Neredeyse iki gün boyunca doğru düzgün konuşmadan yol almışlardır. Sadece Roland “artık dinlenmem gerek” diyor ve onlar da duruyorlardı. Melantis silahşoru izleyip onun gibi yere uzanıyor ama hiç uyumuyordu. Yemek konusunda ise sadece tatlarına bakıp bırakıyordu. Değişik bitki isimlerine takmıştı. Durmadan isimlerini Roland’a soruyor ve bitkiye bakara isimlerini defalarca tekrarlıyordur. Ne işe yaradıklarını öğreniyor ve bir süre komik yüz mimikleri eşliğinde bitkiye bakarak düşünüyordur. Bir de her bulduğu otun tadına bakmaması gerektiğini hala öğrenememişti. Ne var ki şükürler olsun şimdilik bir sorun çıkmamıştır. Silahşor bazen onun çok bilge birisi olduğunu düşünüyor fakat ne zaman konu bitkilere gelse yaptığı hatalar, komik davranışlar ve surat ifadeleri ile onun bir çocuktan farksız olduğunu düşünerek gülümsüyordur.

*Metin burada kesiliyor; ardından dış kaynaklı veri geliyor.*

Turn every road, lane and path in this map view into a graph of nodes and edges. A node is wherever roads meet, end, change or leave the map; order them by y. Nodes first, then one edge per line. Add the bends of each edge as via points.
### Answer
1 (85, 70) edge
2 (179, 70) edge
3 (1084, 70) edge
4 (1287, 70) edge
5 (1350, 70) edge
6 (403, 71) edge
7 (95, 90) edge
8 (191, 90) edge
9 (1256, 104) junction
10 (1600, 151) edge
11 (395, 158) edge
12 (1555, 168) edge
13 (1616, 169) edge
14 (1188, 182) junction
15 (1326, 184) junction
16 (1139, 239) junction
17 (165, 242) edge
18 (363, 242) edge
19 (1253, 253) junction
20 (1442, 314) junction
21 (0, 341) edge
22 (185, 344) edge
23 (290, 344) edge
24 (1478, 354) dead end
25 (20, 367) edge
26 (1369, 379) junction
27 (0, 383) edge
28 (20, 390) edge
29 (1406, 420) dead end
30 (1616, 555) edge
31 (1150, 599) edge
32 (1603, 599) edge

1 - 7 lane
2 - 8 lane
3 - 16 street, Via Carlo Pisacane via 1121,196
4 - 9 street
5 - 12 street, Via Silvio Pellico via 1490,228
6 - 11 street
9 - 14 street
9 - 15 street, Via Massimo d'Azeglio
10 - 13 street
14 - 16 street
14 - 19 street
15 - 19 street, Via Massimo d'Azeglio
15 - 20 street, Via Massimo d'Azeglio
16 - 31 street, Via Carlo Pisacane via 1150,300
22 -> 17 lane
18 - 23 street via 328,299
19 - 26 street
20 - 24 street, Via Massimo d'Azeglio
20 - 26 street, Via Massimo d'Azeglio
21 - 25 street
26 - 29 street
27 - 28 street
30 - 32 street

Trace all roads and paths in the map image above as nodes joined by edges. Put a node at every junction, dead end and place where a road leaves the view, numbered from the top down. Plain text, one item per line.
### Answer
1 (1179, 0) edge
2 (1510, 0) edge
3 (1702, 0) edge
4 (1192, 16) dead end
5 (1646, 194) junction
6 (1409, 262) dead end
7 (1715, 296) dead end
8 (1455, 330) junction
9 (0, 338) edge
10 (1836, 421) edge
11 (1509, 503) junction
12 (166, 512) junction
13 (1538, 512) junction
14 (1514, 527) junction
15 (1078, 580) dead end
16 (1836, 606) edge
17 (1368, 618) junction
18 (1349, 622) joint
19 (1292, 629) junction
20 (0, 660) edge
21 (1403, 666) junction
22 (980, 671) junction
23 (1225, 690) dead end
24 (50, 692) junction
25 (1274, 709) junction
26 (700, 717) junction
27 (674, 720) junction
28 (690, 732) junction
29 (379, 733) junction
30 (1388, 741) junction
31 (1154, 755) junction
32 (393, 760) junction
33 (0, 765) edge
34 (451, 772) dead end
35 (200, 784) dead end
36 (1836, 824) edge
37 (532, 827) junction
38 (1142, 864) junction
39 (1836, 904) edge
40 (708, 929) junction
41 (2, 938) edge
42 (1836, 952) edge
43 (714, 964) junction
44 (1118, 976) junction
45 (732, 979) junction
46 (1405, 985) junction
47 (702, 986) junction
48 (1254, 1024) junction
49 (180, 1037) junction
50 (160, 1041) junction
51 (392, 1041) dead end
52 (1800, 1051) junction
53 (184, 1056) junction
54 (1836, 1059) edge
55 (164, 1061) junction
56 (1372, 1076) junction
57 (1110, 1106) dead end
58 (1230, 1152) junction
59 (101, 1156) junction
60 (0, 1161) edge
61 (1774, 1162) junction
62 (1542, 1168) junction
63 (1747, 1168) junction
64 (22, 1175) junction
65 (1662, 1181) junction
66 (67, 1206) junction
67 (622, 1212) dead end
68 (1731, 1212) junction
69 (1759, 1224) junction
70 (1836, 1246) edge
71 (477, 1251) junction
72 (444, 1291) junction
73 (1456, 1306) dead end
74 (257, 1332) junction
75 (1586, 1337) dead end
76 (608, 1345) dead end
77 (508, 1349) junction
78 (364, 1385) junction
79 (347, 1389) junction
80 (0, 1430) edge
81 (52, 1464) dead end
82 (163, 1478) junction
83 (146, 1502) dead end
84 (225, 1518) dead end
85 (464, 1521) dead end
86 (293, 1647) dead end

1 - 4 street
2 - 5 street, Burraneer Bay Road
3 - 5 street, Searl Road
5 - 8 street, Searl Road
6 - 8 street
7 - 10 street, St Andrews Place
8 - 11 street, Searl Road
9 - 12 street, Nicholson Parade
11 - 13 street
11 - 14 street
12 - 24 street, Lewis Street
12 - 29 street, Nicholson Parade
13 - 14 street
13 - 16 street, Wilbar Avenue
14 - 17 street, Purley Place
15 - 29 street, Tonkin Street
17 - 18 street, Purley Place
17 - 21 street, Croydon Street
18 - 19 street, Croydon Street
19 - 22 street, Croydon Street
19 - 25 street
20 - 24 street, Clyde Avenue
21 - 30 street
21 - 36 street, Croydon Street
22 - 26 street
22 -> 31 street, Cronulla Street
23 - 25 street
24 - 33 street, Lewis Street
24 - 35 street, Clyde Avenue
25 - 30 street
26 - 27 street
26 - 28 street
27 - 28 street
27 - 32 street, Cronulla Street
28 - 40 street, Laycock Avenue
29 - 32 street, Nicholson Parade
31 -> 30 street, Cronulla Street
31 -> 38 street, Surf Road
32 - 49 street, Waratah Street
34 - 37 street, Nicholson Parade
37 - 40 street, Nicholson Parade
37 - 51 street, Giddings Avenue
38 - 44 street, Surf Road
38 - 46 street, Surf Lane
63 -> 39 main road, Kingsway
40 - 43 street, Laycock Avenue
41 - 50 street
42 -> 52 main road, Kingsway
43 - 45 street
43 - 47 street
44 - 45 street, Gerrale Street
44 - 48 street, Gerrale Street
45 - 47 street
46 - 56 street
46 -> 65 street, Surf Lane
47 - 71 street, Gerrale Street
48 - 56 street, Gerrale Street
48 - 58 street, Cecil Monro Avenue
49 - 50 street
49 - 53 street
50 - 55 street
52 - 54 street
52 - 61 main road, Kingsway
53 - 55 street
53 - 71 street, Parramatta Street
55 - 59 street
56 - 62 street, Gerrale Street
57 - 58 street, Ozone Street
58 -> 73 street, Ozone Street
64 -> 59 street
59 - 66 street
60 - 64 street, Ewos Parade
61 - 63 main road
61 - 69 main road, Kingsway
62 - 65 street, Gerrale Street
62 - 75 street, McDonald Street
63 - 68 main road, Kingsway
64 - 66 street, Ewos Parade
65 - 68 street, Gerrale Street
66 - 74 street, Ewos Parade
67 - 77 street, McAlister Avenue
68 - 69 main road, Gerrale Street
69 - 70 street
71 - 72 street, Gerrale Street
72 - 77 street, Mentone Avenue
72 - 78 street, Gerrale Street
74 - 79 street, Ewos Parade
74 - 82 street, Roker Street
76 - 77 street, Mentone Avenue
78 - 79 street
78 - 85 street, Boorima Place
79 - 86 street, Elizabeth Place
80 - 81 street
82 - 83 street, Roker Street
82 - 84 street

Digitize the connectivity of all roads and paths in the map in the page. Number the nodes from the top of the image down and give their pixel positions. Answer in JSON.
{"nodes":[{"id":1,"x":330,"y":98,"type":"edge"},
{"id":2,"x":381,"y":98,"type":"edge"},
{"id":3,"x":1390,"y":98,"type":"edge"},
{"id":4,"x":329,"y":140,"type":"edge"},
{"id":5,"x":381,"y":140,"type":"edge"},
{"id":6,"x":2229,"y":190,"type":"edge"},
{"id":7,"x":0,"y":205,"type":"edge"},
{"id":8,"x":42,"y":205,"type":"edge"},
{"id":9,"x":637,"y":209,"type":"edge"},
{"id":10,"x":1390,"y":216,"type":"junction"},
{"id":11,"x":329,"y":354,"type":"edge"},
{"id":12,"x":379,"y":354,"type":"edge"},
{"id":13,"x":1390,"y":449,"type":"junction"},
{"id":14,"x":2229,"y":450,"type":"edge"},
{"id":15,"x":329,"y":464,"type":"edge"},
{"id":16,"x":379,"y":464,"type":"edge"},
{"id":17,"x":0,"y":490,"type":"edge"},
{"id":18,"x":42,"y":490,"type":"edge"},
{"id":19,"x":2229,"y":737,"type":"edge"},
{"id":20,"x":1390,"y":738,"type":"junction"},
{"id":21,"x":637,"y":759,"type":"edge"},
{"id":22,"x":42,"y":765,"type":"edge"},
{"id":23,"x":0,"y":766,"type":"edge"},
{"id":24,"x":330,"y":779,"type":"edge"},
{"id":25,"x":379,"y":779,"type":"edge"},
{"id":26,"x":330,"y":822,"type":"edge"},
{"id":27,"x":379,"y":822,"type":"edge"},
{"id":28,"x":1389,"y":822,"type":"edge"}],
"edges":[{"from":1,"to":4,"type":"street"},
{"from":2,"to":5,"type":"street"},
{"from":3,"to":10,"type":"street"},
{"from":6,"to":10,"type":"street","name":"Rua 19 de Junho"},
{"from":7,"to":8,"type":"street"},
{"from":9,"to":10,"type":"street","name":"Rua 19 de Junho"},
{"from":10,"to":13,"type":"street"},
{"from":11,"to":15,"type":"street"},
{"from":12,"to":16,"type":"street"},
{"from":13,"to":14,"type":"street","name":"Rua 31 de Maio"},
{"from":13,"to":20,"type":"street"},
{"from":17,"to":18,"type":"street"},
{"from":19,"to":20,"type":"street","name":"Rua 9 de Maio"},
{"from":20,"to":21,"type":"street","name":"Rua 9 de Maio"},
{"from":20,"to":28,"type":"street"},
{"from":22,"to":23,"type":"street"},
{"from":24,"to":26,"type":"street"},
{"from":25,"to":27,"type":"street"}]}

Dördüncü günün sonunda silahşor dayanamaz ve konuşmaya başlar: “Beni tanıyorsun ve benimle ilgili bir planın olduğu kesin ama neden bana hiç bir şey açıklamıyorsun? Tam dört gündür hiçbir soru sormadım, sen de bir şeyler söylemedin. Ve bu bitmek bilmez ormanda öylece yol alıyoruz. Zaman benim için çok önemli ve zamanımı neye harcadığımı öğrenmek istiyorum!” Melantis birazcık bozulur. Ama açıklama yapması gerektiğini düşünerek şöyle der: “Zamanını alıyorum ama sonucunda senin için değerli olan bir şeyi sana geri vereceğim. Sen değil miydin hayat bazı şeyleri benden almasını biliyorsa onun yerine küçükte olsa bir şeyler koyacaktır; bana sadece sabretmek düşer diyen?” Roland ne diyeceğini bilemez. Melantis haklıdır. Sevdiğini kaybettiği zaman tek avuntusu bu söz olmuştur. O an Roland’ın kendine yasakladığı konu bir anda etrafını sarar. Sanki “O” etrafında gezinmiş ve ardında kokusunu bırakmıştır. Her yer cashmir kokuyordur. Kendi kendine isyan ettiği zamanlardan birisini daha yaşıyordur. “Neden ben? Neden ben Rolandım?” Bu bedenden kurtuluşunun olmadığını çok iyi biliyordur ama şu anda basit bir köylü olmayı isterdi. Sevdikleriyle beraber basit ama mutlu bir yaşamı olsun isterdi. İşte yine başlamıştı ve bu acıya hemen bir son vermek istiyordur. Tam her şeyin koptuğunu hissettiği anda bütün bedenini kaplayan bir rahatlamanın ve huzurun dalgalar halinde yayıldığını hisseder. Gözlerini açtığında tek gördüğü Melantis ve etrafa saçtığı ışık ile yüzüne gelen cashmir kokulu meltemdir. Roland böyle bir ölümü düşlediğini anlar ve gerçekten vaktinin geldiğini düşünür. Ne var ki Melantis onun daha fazla acı çekmesine dayanamamış ve uyumasını sağlamıştır.